Among the entries below, please repeat exactly and only the lines from the line containing "index pip: (707, 368)" to the line containing "pinky tip: (741, 372)", both lines included.

Named joint coordinates
=== Begin Enclosure ===

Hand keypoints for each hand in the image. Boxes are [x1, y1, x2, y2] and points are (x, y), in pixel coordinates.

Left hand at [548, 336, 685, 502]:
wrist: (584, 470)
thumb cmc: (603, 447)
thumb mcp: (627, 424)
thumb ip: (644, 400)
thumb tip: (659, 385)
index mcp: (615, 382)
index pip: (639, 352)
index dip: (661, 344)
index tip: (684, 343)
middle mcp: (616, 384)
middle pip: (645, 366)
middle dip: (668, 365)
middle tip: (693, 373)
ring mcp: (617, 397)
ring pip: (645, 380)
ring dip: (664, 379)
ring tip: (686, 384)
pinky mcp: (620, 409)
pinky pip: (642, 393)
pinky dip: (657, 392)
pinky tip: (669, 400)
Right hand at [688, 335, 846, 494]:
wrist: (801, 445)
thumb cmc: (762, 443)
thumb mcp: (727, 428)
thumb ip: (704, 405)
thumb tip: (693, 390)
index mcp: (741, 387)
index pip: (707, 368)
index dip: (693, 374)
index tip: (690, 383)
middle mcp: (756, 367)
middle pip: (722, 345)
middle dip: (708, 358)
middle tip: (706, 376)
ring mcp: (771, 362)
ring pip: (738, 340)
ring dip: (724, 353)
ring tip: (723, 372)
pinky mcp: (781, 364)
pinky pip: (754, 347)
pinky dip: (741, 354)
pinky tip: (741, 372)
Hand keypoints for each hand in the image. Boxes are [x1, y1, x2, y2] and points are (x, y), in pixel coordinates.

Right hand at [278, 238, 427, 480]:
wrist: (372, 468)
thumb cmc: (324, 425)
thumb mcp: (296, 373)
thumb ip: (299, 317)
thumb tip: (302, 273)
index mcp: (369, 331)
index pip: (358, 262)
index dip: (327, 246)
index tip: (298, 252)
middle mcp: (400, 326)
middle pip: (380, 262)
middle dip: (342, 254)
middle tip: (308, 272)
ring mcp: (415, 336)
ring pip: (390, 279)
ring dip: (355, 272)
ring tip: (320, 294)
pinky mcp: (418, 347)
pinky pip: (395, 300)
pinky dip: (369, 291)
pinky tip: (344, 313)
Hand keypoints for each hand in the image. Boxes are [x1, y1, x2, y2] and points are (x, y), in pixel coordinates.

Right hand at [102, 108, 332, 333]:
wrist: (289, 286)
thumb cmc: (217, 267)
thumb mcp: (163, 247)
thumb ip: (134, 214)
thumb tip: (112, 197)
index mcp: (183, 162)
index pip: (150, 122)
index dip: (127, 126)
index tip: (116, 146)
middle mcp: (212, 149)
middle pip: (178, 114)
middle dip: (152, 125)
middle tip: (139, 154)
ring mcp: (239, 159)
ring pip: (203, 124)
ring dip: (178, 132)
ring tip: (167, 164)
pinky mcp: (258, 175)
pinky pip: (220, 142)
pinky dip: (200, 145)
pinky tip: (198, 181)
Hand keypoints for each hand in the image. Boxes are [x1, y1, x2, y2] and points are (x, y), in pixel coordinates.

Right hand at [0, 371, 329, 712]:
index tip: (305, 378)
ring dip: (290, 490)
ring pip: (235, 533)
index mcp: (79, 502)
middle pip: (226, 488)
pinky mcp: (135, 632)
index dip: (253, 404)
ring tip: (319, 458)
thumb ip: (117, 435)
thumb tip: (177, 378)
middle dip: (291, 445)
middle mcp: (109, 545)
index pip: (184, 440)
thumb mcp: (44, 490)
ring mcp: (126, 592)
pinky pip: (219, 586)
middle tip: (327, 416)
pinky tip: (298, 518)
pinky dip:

=== End Enclosure ===

Exercise answer >>
index pip: (707, 368)
index dip: (693, 374)
index tip: (690, 383)
middle mcp: (756, 367)
middle pip: (722, 345)
middle dip: (708, 358)
middle tip: (706, 376)
ring mcp: (771, 362)
ring pip: (738, 340)
ring dip: (724, 353)
ring tip: (723, 372)
pinky mcp: (781, 364)
pinky pip: (754, 347)
pinky dip: (741, 354)
pinky tip: (741, 372)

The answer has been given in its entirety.